The meaning inherent in the statement of the end of this dream reminds me of the same message behind seeing a totem spider (or a lot of spiders in you dreams), 'be careful the web you weave'. While I don't know exactly what you've been weaving and I check LJ very rarely, nor am I an active part in your life atm, I also have no clear idea otherwise of what your dream could mean. It's rather straight forward and more than a little terrifying, but if I were to strike a guess, it would indeed be that.
A slightly more cynical part of me is like 'Welcome to the Madelyn Prior Club' as I have entirely been there before, specifically with that kind of nightmare.
I still reside in much the same place you left me, darling, except that now I know the prison for what it is. I have started to see the bars behind the comforts and as the saying goes: once you see, you cannot unsee.
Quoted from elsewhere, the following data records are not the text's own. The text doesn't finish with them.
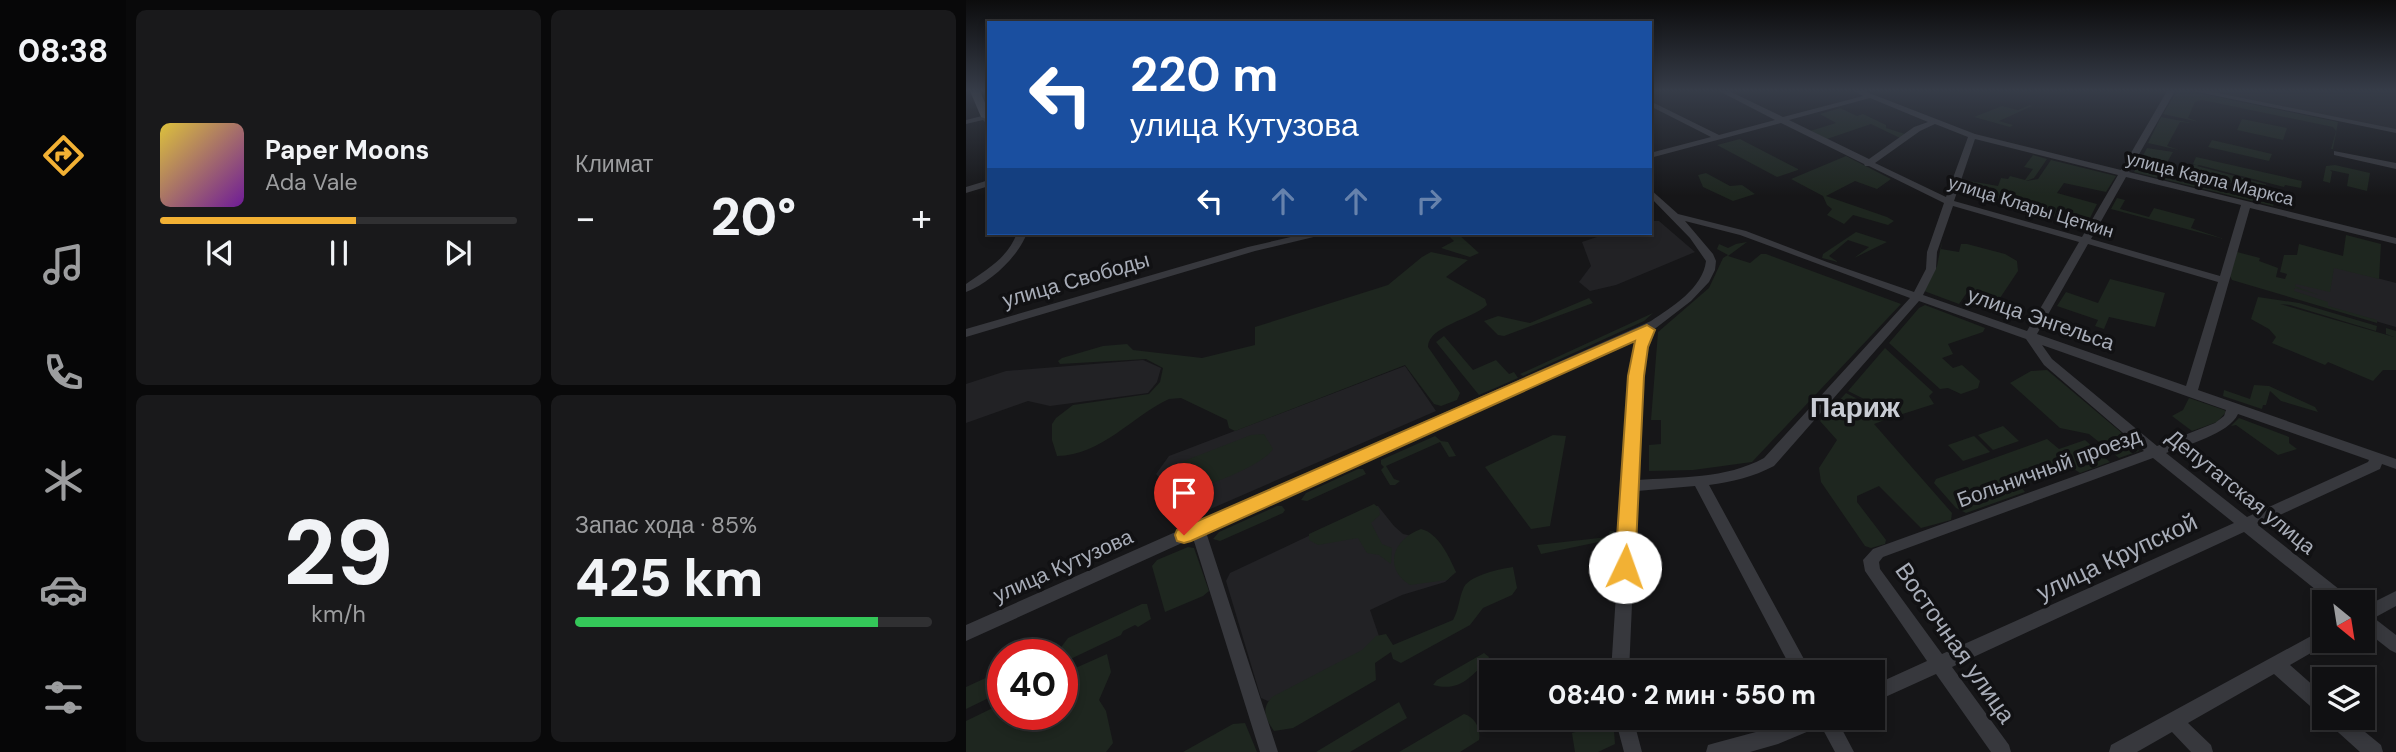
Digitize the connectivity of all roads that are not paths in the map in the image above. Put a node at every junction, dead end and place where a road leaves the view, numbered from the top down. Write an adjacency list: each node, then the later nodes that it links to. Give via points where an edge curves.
1 (1696, 126): 10 (street)
2 (1757, 126): 10 (street)
3 (1791, 126): 13 (street, улица Клары Цеткин)
4 (1924, 126): 13 (street)
5 (1945, 126): 9 (street, улица Карла Маркса)
6 (2151, 126): 15 (street)
7 (2372, 126): 8 (street)
8 (2396, 131)
9 (1972, 136): 15 (street, улица Карла Маркса); 19 (street)
10 (1717, 137): 12 (street)
11 (2337, 153): 14 (street)
12 (1652, 155)
13 (1868, 164): 19 (street, улица Клары Цеткин)
14 (2396, 166)
15 (2124, 174): 20 (street, улица Карла Маркса); 25 (street)
16 (987, 184): 17 (street)
17 (966, 190)
18 (1652, 194): 21 (street)
19 (1949, 202): 25 (street, улица Клары Цеткин); 28 (street, via 1931,269)
20 (2246, 204): 24 (street, улица Карла Маркса); 26 (street)
21 (1672, 215): 28 (street, улица Энгельса, via 1743,233); 29 (street, улица Кутузова, via 1707,252 1710,272 1696,290)
22 (1021, 235): 27 (street, via 1012,253)
23 (1311, 235): 30 (street, улица Свободы)
24 (2396, 241)
25 (2086, 242): 26 (street, улица Клары Цеткин); 31 (street)
26 (2224, 280): 33 (street)
27 (966, 289)
28 (1917, 296): 31 (street, улица Энгельса); 38 (street, via 1769,462 1749,472)
29 (1647, 330): 39 (street, via 1638,355); 41 (street, улица Кутузова)
30 (966, 333)
31 (2030, 336): 32 (street); 33 (street, улица Энгельса)
32 (2048, 362): 35 (street, Депутатская улица)
33 (2191, 392): 34 (street, улица Энгельса)
34 (2234, 407): 35 (street, Больничный проезд, via 2220,426); 36 (street, улица Энгельса)
35 (2155, 452): 40 (street, Депутатская улица); 42 (street, Больничный проезд, via 1878,552)
36 (2376, 457): 37 (street, улица Энгельса); 40 (street, улица Крупской, via 2375,465)
37 (2396, 464)
38 (1699, 480): 39 (street); 51 (street)
39 (1629, 486): 50 (street)
40 (2245, 524): 43 (street, Депутатская улица); 53 (street, улица Крупской)
41 (1198, 530): 47 (street, улица Кутузова); 61 (street)
42 (1871, 560): 53 (street, Восточная улица, via 1873,571)
43 (2328, 590)
44 (2396, 598): 45 (street)
45 (2375, 610)
46 (2375, 628): 49 (street)
47 (966, 633)
48 (2312, 644): 52 (street)
49 (2396, 645)
50 (1621, 660)
51 (1796, 660)
52 (2276, 664): 55 (street); 56 (street)
53 (1941, 665): 54 (street, улица Крупской); 65 (street, Восточная улица)
54 (1885, 689)
55 (2312, 696)
56 (2175, 722): 66 (street); 67 (street)
57 (1627, 730): 62 (street)
58 (1789, 730): 63 (street)
59 (1833, 730): 64 (street)
60 (2349, 730): 68 (street)
61 (1269, 752)
62 (1633, 752)
63 (1715, 752)
64 (1845, 752)
65 (2003, 752)
66 (2118, 752)
67 (2204, 752)
68 (2374, 752)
Things are incredibly hard for me right now, but the truth is, they were only easier before because I refused to look at reality. I pretended everything was fine, placeboed the hell out of my brain, and kept moving forward thinking that maybe one day it would stop being hard and I could be happy. The only thing I was working toward from that angle was a long time of loneliness and responsibility which I do not enjoy. Now I have to accept this direction isn't working for me and pick a new one.
That's where I am now. Figuring out where I'm going to get the hell out of here.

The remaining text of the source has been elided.